At first it appeared to be related to the character-casing of guids, because I was able to get the problem to go away by editing the guids and saving the project. However that was a red-herring ... I was unwittingly fixing the problem by changing the timestamps of all my csproj files. The build system seemed a lot happier after those timestamps were updated, and it stopped the annoying behavior (continuously attempting to rebuild projects that had already been built.)

The character casing of the guids didn't end up being the problem at all. As far as I can tell, VS 2019 is ok with both upper- and lower-case guids. They can even mismatch the source project, based on my experimentation (eg. the original source project can use uppercase and referencing projects can use lowercase).

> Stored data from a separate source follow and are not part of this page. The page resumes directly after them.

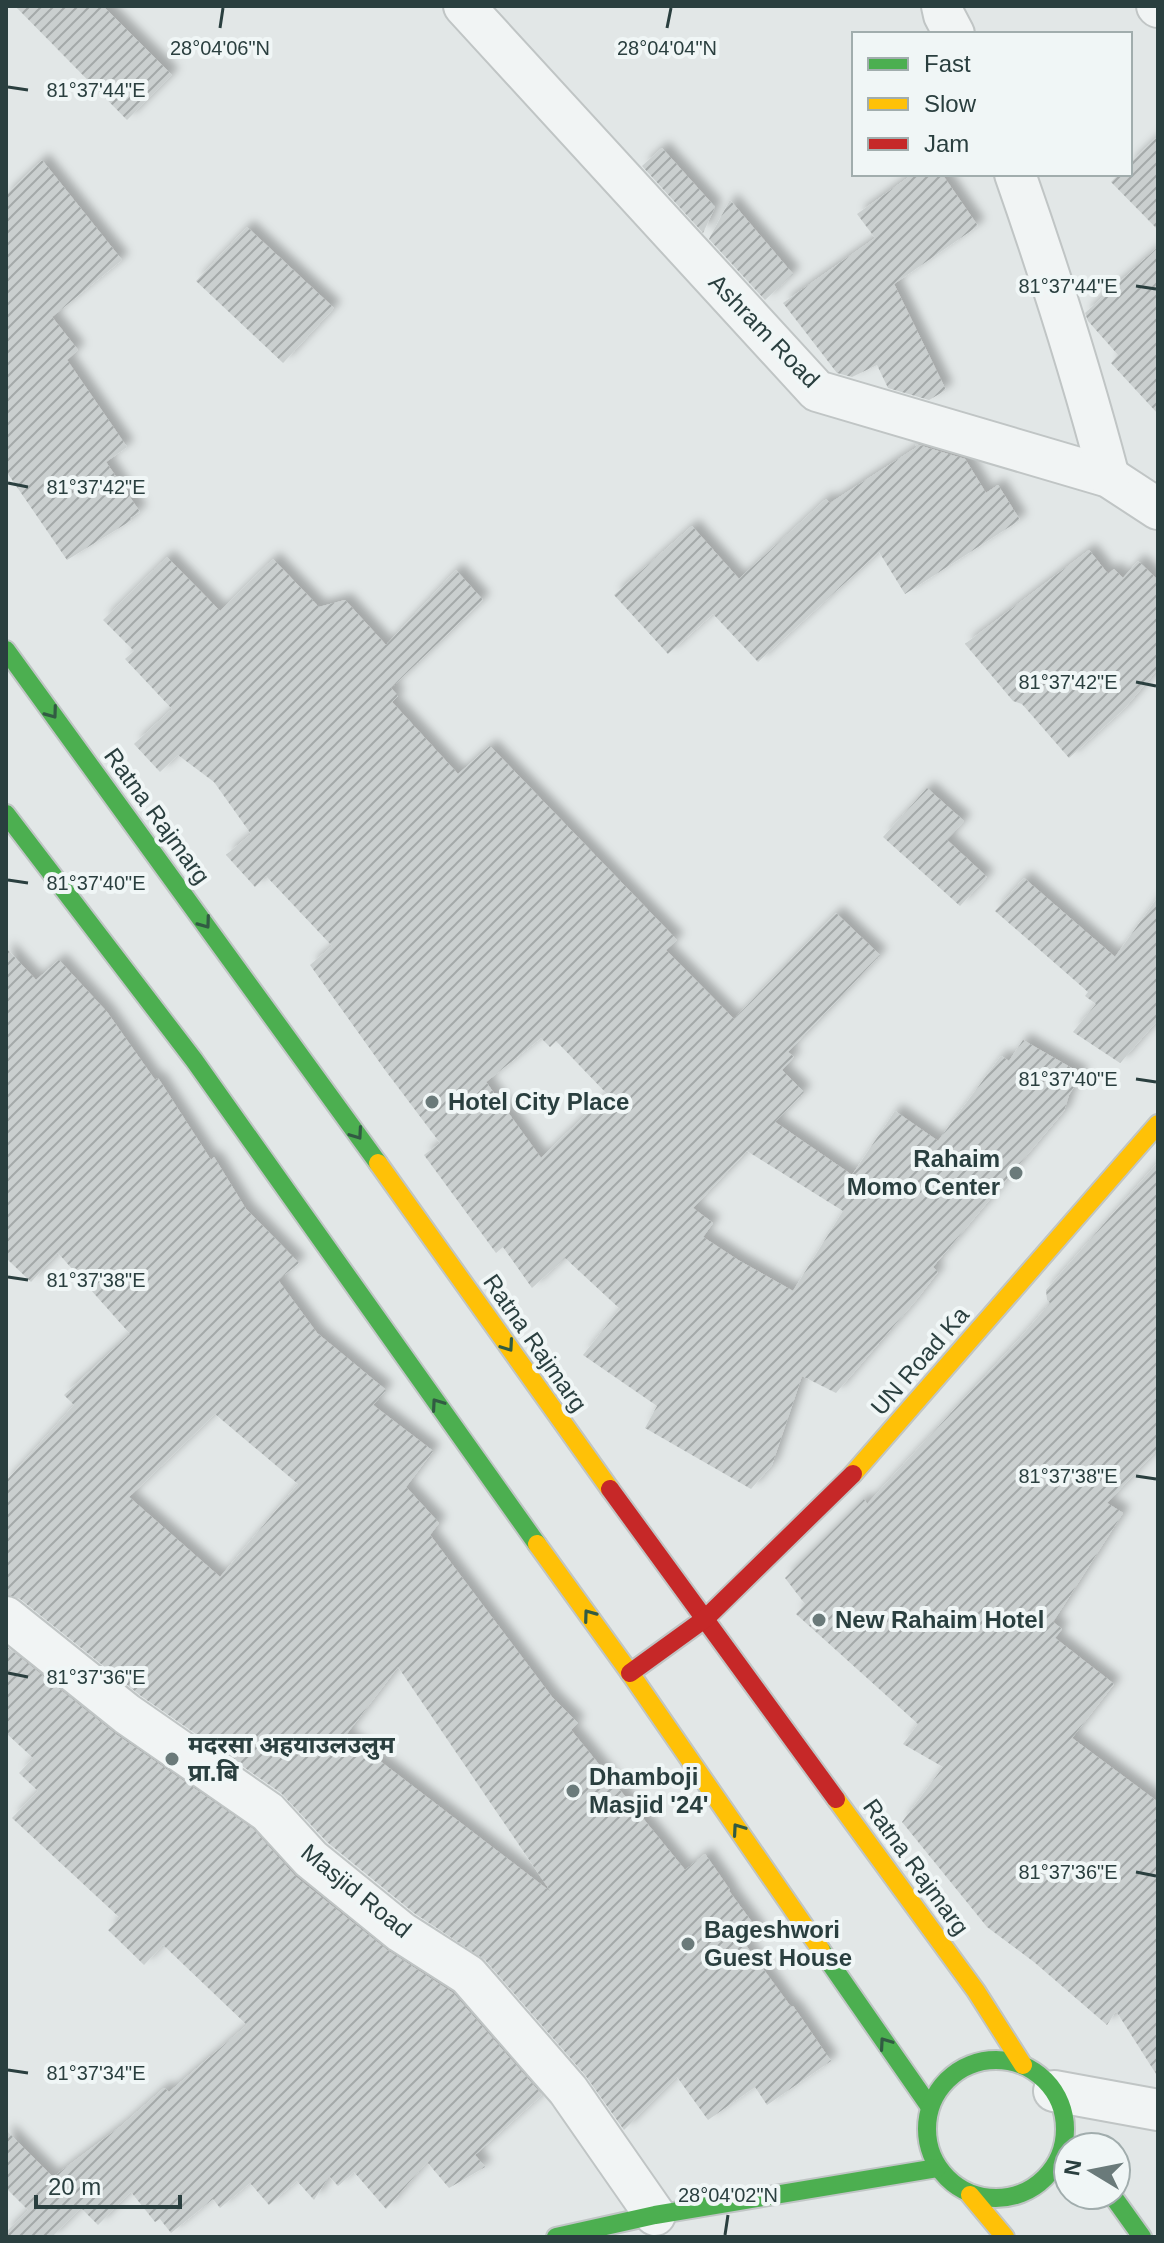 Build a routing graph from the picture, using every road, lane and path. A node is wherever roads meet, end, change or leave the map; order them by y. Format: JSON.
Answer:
{"nodes":[{"id":1,"x":464,"y":6,"type":"edge"},
{"id":2,"x":942,"y":6,"type":"edge"},
{"id":3,"x":953,"y":32,"type":"edge"},
{"id":4,"x":1016,"y":176,"type":"edge"},
{"id":5,"x":1109,"y":477,"type":"junction"},
{"id":6,"x":1158,"y":509,"type":"edge"},
{"id":7,"x":6,"y":650,"type":"edge"},
{"id":8,"x":6,"y":814,"type":"edge"},
{"id":9,"x":1158,"y":1124,"type":"edge"},
{"id":10,"x":6,"y":1617,"type":"edge"},
{"id":11,"x":706,"y":1618,"type":"junction"},
{"id":12,"x":630,"y":1673,"type":"junction"},
{"id":13,"x":1023,"y":2065,"type":"junction"},
{"id":14,"x":1054,"y":2091,"type":"junction"},
{"id":15,"x":930,"y":2107,"type":"junction"},
{"id":16,"x":1158,"y":2110,"type":"edge"},
{"id":17,"x":1065,"y":2129,"type":"joint"},
{"id":18,"x":937,"y":2168,"type":"junction"},
{"id":19,"x":970,"y":2195,"type":"junction"},
{"id":20,"x":1123,"y":2211,"type":"edge"},
{"id":21,"x":655,"y":2215,"type":"junction"},
{"id":22,"x":556,"y":2237,"type":"edge"},
{"id":23,"x":1005,"y":2237,"type":"edge"},
{"id":24,"x":1142,"y":2237,"type":"edge"}],
"edges":[{"from":1,"to":5,"type":"street","name":"Ashram Road"},
{"from":2,"to":3,"type":"street"},
{"from":4,"to":5,"type":"street"},
{"from":5,"to":6,"type":"street","name":"Ashram Road"},
{"from":7,"to":11,"type":"main road","name":"Ratna Rajmarg","one_way":true},
{"from":12,"to":8,"type":"main road","one_way":true},
{"from":9,"to":11,"type":"main road","name":"UN Road Ka"},
{"from":10,"to":21,"type":"street","name":"Masjid Road"},
{"from":11,"to":12,"type":"main road","name":"UN Road Ka"},
{"from":11,"to":13,"type":"main road","name":"Ratna Rajmarg"},
{"from":15,"to":12,"type":"main road","one_way":true},
{"from":13,"to":14,"type":"main road","name":"Ratna Rajmarg"},
{"from":13,"to":15,"type":"main road"},
{"from":14,"to":16,"type":"street"},
{"from":14,"to":17,"type":"main road"},
{"from":15,"to":18,"type":"main road"},
{"from":17,"to":19,"type":"main road"},
{"from":18,"to":19,"type":"main road"},
{"from":18,"to":21,"type":"main road"},
{"from":19,"to":23,"type":"main road"},
{"from":20,"to":24,"type":"main road"},
{"from":21,"to":22,"type":"main road"}]} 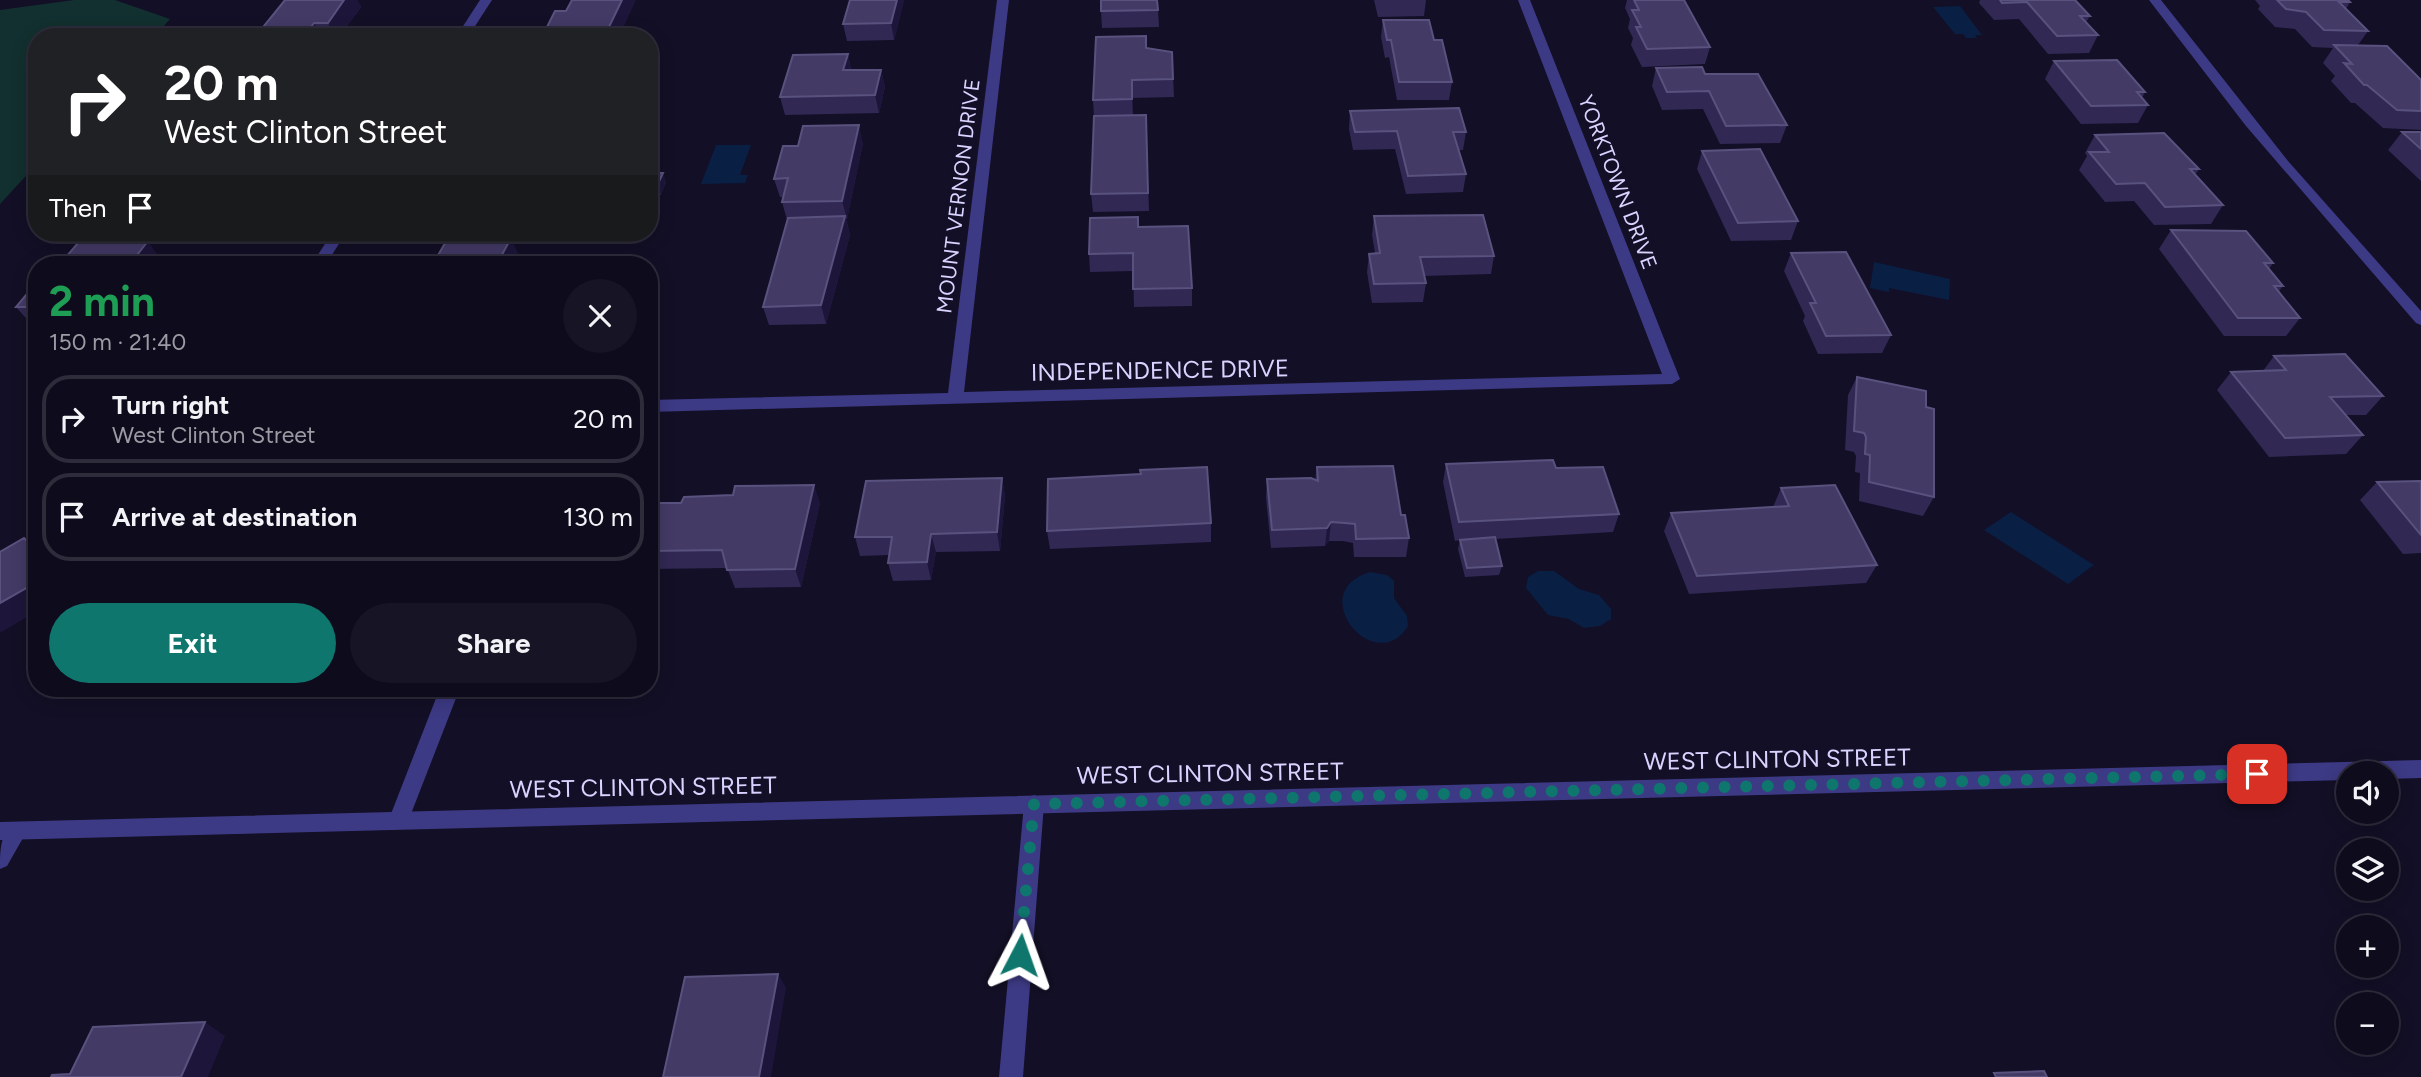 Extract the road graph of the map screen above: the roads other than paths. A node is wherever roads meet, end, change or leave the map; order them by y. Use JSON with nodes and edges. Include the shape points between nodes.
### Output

If it is helpful to anyone, below is a powershell that will let you adjust the write-time of all csproj files under a path. This will be another trick I use whenever the msbuild system is misbehaving in visual studio.

$datenow = get-date

$files = Get-ChildItem -path "C:\Data\Workspaces\LumberTrack\" -recurse | where { $_.PSIsContainer -eq $false} 

foreach ($file in $files)
{
if ($file.Extension -eq ".csproj") 
{
   Set-ItemProperty $file.FullName LastWriteTime $datenow
   Write-Output $file.FullName
}    
}    
}    
1
  • Wow, thanks for sharing that; the script is especially helpful. If you have access to ReSharper, I also recommend trying their build tool. It supposedly does a better analysis of what projects actually need rebuilding, thus saving time. Maybe its results would have been better in this case too.